* _Dataset excerpts_:
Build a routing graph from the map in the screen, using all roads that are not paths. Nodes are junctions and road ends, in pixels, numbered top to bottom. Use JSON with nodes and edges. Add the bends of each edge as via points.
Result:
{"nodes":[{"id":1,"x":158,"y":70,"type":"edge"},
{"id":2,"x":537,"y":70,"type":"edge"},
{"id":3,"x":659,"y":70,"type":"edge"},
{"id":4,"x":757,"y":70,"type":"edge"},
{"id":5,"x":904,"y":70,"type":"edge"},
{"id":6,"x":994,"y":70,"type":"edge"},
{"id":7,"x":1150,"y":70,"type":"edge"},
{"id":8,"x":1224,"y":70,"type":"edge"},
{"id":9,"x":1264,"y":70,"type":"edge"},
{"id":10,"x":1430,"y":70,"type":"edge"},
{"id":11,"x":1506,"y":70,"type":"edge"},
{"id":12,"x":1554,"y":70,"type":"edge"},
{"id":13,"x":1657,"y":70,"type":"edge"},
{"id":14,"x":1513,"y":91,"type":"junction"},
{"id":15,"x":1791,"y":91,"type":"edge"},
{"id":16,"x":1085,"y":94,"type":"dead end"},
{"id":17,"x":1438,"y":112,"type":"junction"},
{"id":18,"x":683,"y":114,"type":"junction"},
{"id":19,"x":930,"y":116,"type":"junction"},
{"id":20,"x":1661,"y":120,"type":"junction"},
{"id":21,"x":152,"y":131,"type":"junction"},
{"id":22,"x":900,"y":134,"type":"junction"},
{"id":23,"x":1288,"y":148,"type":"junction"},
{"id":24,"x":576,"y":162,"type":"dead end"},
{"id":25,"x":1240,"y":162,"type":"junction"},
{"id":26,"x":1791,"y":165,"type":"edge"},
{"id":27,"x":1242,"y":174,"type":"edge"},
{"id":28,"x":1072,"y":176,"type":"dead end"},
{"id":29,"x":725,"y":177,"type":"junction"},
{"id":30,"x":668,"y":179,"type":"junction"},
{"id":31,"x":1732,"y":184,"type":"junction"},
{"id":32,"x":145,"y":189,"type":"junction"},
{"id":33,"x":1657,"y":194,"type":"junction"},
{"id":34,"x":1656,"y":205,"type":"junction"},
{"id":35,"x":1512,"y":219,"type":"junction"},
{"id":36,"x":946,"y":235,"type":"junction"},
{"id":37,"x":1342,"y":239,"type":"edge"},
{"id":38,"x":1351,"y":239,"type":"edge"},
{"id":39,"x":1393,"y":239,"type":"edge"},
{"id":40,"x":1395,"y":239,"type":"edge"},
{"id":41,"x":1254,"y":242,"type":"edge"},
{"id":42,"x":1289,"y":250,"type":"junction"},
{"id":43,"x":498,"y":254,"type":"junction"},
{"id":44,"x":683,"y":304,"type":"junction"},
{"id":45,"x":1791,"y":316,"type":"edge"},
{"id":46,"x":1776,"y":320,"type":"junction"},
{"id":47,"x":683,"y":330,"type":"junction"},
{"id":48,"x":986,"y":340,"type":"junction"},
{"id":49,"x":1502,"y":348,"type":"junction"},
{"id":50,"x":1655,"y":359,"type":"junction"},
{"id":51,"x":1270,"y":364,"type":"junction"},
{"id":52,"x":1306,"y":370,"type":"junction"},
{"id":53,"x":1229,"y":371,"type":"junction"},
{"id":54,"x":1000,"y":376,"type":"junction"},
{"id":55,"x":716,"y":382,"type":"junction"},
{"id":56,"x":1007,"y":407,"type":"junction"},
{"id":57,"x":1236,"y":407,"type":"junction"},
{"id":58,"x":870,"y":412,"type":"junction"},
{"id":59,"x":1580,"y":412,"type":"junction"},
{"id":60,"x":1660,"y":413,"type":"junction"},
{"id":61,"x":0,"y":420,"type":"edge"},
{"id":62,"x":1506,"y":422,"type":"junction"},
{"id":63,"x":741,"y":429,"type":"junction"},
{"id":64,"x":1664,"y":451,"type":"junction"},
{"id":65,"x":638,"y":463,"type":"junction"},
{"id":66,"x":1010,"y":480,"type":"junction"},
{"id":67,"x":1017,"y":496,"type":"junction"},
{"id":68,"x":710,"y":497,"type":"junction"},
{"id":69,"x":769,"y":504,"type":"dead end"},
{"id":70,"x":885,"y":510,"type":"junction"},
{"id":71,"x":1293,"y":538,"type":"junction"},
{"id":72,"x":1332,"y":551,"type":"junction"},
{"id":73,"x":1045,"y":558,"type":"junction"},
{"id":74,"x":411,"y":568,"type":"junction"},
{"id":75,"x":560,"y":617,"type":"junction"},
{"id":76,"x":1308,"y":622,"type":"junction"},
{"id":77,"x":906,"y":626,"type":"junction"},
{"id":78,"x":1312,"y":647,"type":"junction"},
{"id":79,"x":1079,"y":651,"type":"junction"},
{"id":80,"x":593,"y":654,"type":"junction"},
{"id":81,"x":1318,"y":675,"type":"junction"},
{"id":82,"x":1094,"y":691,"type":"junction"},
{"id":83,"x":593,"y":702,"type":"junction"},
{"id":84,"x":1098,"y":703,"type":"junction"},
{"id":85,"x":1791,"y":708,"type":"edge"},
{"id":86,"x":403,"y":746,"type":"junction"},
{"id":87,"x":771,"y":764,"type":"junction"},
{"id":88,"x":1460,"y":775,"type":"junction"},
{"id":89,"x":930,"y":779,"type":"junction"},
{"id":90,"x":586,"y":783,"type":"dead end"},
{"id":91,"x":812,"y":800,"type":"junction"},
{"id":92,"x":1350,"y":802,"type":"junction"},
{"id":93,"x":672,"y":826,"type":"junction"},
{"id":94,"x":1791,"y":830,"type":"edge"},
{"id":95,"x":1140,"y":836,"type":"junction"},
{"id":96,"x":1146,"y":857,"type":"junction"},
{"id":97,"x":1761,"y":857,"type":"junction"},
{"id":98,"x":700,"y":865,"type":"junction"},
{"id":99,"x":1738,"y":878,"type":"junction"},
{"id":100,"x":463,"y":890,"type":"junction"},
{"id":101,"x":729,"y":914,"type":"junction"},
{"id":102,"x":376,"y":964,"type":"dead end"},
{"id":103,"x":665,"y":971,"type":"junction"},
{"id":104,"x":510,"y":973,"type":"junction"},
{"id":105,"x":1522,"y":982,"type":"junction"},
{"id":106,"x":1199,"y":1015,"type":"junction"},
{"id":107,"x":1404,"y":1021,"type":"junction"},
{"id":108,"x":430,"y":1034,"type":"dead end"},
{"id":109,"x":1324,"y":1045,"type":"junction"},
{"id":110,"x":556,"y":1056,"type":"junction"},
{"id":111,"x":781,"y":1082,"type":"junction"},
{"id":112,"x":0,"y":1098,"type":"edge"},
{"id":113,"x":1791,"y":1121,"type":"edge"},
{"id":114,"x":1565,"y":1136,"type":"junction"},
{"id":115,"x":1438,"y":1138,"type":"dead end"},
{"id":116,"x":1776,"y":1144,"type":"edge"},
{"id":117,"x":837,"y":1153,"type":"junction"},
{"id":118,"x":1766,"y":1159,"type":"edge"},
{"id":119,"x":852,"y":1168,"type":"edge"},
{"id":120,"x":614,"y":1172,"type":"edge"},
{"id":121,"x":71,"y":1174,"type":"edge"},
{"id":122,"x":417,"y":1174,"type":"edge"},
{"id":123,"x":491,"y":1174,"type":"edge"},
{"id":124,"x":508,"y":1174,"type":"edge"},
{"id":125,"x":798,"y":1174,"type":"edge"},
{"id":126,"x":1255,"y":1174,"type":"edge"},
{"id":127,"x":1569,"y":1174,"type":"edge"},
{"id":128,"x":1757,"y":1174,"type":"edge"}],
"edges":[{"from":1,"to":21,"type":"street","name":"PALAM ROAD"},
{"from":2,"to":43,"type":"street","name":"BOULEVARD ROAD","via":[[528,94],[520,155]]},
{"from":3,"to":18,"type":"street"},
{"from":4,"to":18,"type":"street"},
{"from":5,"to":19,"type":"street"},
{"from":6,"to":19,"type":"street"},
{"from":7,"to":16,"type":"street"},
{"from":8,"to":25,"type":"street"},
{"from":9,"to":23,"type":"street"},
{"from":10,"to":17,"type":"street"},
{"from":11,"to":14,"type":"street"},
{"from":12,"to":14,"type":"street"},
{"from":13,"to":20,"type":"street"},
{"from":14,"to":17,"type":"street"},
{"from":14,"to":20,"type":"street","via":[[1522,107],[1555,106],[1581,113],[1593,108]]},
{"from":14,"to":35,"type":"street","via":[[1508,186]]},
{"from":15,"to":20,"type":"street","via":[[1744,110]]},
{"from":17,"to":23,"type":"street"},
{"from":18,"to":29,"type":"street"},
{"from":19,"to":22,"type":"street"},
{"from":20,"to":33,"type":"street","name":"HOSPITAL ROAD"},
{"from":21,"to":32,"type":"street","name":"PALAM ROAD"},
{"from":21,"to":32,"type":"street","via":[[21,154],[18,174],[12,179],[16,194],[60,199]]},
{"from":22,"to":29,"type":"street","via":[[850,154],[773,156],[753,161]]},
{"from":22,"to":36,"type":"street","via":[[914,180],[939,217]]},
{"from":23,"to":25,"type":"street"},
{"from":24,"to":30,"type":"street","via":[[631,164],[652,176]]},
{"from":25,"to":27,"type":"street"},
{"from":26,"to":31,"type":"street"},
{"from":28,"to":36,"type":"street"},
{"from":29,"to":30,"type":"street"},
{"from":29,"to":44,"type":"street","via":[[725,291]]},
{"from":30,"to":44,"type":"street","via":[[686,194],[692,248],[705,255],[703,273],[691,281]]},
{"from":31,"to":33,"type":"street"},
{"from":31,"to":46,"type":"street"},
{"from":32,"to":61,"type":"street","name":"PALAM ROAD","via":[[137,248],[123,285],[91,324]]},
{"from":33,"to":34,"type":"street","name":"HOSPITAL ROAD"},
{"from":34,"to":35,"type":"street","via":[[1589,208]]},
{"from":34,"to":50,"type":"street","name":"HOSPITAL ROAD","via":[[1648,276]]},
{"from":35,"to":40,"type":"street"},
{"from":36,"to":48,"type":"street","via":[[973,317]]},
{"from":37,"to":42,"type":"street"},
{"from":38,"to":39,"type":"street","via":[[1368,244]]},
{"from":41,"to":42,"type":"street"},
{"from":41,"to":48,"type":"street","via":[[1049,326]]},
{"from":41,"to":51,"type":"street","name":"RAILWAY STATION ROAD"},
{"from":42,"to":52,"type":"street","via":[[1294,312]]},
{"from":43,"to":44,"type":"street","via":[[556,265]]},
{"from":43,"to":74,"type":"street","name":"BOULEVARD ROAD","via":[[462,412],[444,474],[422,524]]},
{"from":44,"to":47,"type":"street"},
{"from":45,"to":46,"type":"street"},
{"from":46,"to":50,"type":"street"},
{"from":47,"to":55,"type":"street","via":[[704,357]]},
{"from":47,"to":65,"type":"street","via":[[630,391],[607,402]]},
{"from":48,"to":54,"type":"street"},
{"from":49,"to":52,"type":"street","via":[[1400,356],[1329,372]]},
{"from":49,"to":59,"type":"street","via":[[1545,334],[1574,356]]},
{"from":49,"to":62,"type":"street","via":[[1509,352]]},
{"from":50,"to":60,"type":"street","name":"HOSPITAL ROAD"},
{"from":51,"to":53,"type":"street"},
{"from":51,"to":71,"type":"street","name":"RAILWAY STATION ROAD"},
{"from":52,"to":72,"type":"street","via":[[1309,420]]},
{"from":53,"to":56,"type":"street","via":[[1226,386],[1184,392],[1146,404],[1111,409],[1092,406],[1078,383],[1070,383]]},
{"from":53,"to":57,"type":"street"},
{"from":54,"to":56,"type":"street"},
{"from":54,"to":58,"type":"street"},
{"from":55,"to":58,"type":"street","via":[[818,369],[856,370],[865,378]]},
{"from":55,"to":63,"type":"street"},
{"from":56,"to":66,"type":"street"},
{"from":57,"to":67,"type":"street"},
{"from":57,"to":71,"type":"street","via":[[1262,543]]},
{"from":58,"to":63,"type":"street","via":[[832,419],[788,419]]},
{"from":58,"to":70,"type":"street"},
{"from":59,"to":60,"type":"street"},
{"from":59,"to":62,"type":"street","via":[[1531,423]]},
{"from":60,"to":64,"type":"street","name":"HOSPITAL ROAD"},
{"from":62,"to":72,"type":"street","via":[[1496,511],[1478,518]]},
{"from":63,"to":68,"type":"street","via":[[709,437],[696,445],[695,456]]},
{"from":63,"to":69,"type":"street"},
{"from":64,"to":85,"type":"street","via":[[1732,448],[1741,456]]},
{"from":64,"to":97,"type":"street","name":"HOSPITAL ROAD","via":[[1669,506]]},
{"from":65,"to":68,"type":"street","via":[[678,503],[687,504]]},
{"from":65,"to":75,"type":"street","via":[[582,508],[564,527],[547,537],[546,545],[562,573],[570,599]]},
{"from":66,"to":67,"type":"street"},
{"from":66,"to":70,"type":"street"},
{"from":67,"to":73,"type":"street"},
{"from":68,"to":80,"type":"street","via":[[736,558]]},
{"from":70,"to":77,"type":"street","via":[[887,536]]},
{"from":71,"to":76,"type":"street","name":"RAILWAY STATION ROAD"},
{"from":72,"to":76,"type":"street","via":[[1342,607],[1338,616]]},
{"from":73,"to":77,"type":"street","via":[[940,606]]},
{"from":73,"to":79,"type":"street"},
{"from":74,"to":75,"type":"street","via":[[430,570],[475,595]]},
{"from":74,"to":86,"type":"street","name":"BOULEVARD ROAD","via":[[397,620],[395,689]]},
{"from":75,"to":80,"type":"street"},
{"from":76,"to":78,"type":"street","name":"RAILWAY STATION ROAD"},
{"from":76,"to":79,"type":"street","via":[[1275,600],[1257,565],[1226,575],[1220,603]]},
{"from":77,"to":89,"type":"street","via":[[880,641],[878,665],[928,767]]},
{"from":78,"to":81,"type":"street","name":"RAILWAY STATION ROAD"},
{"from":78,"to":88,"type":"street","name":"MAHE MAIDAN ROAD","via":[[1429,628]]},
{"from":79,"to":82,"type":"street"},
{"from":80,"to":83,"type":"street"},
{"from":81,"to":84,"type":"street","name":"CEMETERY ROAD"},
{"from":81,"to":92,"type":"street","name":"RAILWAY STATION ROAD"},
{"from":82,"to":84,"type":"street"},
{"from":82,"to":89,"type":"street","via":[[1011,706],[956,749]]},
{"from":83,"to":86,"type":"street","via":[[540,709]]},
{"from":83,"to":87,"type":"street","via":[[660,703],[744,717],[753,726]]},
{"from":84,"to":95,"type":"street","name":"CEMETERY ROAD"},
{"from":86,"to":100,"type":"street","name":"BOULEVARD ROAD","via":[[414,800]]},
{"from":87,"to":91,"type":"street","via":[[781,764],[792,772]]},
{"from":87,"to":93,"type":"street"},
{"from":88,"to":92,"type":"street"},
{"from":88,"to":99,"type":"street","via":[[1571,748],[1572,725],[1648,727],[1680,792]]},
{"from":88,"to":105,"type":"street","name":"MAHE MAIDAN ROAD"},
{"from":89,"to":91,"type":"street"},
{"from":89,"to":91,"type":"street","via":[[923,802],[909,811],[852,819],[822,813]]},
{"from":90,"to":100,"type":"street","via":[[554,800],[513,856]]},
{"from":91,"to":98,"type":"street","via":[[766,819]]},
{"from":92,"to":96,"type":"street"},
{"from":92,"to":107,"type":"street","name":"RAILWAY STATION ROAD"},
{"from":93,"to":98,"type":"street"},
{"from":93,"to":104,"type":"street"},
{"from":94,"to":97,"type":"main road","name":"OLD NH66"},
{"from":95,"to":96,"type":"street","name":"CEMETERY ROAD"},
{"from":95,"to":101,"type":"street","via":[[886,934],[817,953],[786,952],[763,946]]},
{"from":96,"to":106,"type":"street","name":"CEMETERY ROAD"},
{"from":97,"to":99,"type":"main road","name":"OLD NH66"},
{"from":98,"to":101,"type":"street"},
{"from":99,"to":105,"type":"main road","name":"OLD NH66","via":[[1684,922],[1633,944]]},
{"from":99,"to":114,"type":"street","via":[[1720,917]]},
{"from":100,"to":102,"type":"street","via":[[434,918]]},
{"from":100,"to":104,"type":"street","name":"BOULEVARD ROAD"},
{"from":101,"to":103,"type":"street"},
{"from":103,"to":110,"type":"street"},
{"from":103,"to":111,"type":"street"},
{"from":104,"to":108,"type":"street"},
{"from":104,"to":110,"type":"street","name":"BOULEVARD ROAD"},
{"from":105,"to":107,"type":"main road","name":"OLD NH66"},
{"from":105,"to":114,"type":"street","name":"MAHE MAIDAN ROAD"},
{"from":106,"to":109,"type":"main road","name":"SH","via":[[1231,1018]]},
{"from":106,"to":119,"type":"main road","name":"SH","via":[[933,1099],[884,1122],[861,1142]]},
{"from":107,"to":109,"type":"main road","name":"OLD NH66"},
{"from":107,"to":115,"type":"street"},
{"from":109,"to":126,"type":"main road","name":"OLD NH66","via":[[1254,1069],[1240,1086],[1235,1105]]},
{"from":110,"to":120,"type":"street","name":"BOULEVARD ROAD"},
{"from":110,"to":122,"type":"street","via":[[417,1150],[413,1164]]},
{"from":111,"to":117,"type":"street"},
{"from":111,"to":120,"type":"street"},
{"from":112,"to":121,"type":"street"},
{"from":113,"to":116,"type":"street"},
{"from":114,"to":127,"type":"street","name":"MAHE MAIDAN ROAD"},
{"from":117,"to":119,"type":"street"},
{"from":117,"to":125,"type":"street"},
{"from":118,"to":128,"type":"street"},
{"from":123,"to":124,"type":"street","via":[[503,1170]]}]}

* _Problem details_: Each line in the data that holds the string "nodes" must be returned.

* _Your solution_:
Build a routing graph from the map in the screen, using all roads that are not paths. Nodes are junctions and road ends, in pixels, numbered top to bottom. Use JSON with nodes and edges. Add the bends of each edge as via points.
{"nodes":[{"id":1,"x":158,"y":70,"type":"edge"},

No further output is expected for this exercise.